WHAT THE TASK REQUIRES: Each line in the listing below that contains "LAMBERT" should be returned.

SUPPLIED DATA:
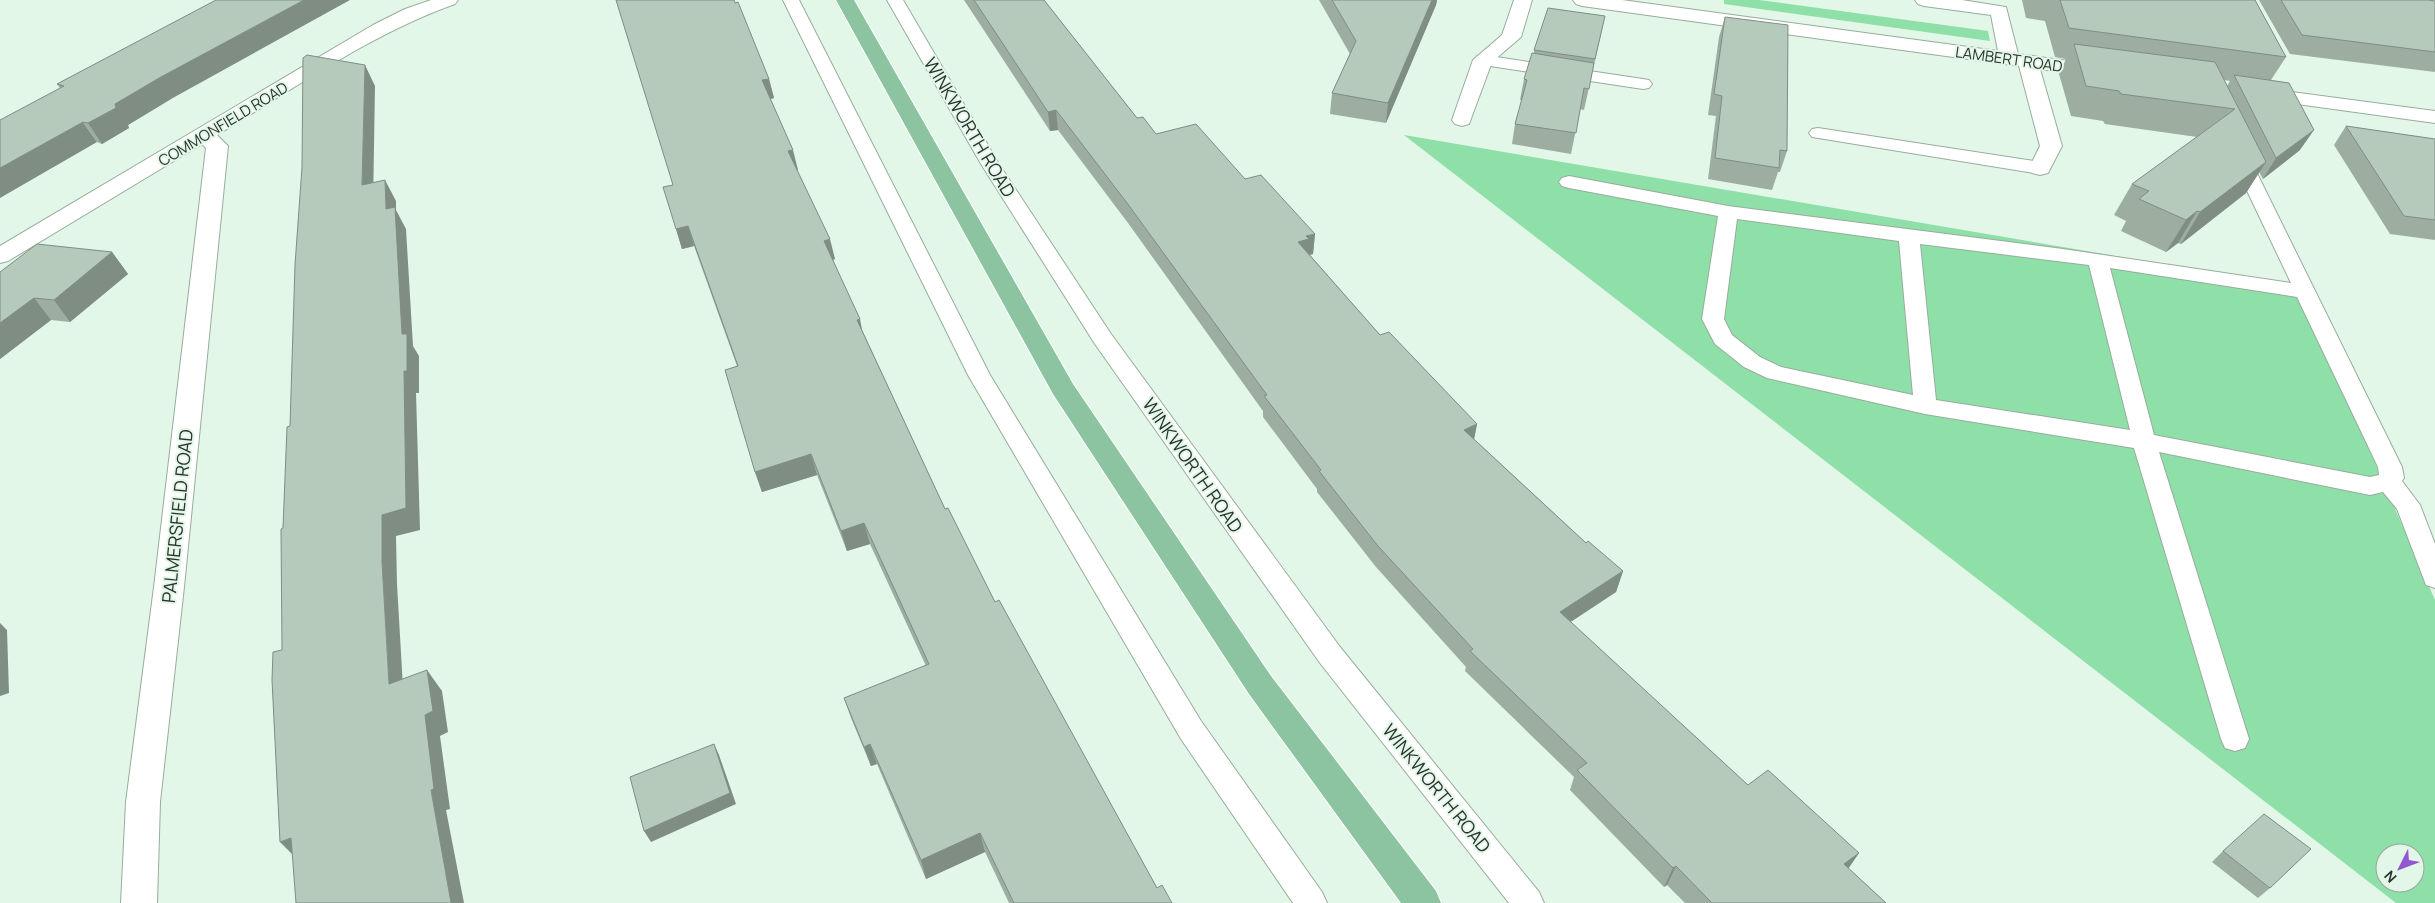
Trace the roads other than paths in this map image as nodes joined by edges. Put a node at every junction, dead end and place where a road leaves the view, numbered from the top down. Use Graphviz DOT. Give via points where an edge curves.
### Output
graph roads {
  1 [pos="449,0"];
  2 [pos="791,0"];
  3 [pos="845,0"];
  4 [pos="895,0"];
  5 [pos="1523,0"];
  6 [pos="1582,0"];
  7 [pos="1924,0"];
  8 [pos="1998,5"];
  9 [pos="1699,8"];
  10 [pos="1483,60"];
  11 [pos="2019,60"];
  12 [pos="2117,74"];
  13 [pos="1643,84"];
  14 [pos="2244,91"];
  15 [pos="2435,117"];
  16 [pos="1462,120"];
  17 [pos="2228,131"];
  18 [pos="1818,133"];
  19 [pos="204,136"];
  20 [pos="2040,168"];
  21 [pos="1569,182"];
  22 [pos="1728,212"];
  23 [pos="1909,237"];
  24 [pos="0,256"];
  25 [pos="2098,260"];
  26 [pos="2306,292"];
  27 [pos="1925,406"];
  28 [pos="2144,441"];
  29 [pos="2389,482"];
  30 [pos="2435,578"];
  31 [pos="2235,739"];
  32 [pos="138,903"];
  33 [pos="1311,903"];
  34 [pos="1423,903"];
  35 [pos="1528,903"];
  1 -- 19 [label="street, COMMONFIELD ROAD" via="380,29"];
  2 -- 33 [label="lane" via="979,375 1191,730"];
  3 -- 34 [label="main road" via="1062,388 1260,685"];
  4 -- 35 [label="lane, WINKWORTH ROAD" via="990,164 1103,338 1330,655"];
  5 -- 10 [label="street" via="1511,37"];
  6 -- 9 [label="street, LAMBERT ROAD"];
  7 -- 8 [label="street"];
  8 -- 11 [label="street"];
  9 -- 11 [label="street, LAMBERT ROAD"];
  10 -- 13 [label="lane"];
  10 -- 16 [label="street"];
  11 -- 12 [label="street, LAMBERT ROAD"];
  11 -- 20 [label="street" via="2051,146"];
  14 -- 15 [label="street"];
  17 -- 26 [label="lane"];
  18 -- 20 [label="lane"];
  19 -- 24 [label="street, COMMONFIELD ROAD"];
  19 -- 32 [label="street, PALMERSFIELD ROAD" via="217,146 143,802"];
  21 -- 22 [label="lane"];
  22 -- 23 [label="lane"];
  22 -- 27 [label="lane" via="1713,319 1723,339 1752,362 1775,373"];
  23 -- 25 [label="lane"];
  23 -- 27 [label="lane"];
  25 -- 26 [label="lane"];
  25 -- 28 [label="lane"];
  26 -- 29 [label="lane" via="2390,467 2392,478"];
  27 -- 28 [label="lane"];
  28 -- 29 [label="lane" via="2370,486"];
  28 -- 31 [label="lane"];
  29 -- 30 [label="lane" via="2408,505"];
}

RESULT OF THIS EXERCISE:
  6 -- 9 [label="street, LAMBERT ROAD"];
  9 -- 11 [label="street, LAMBERT ROAD"];
  11 -- 12 [label="street, LAMBERT ROAD"];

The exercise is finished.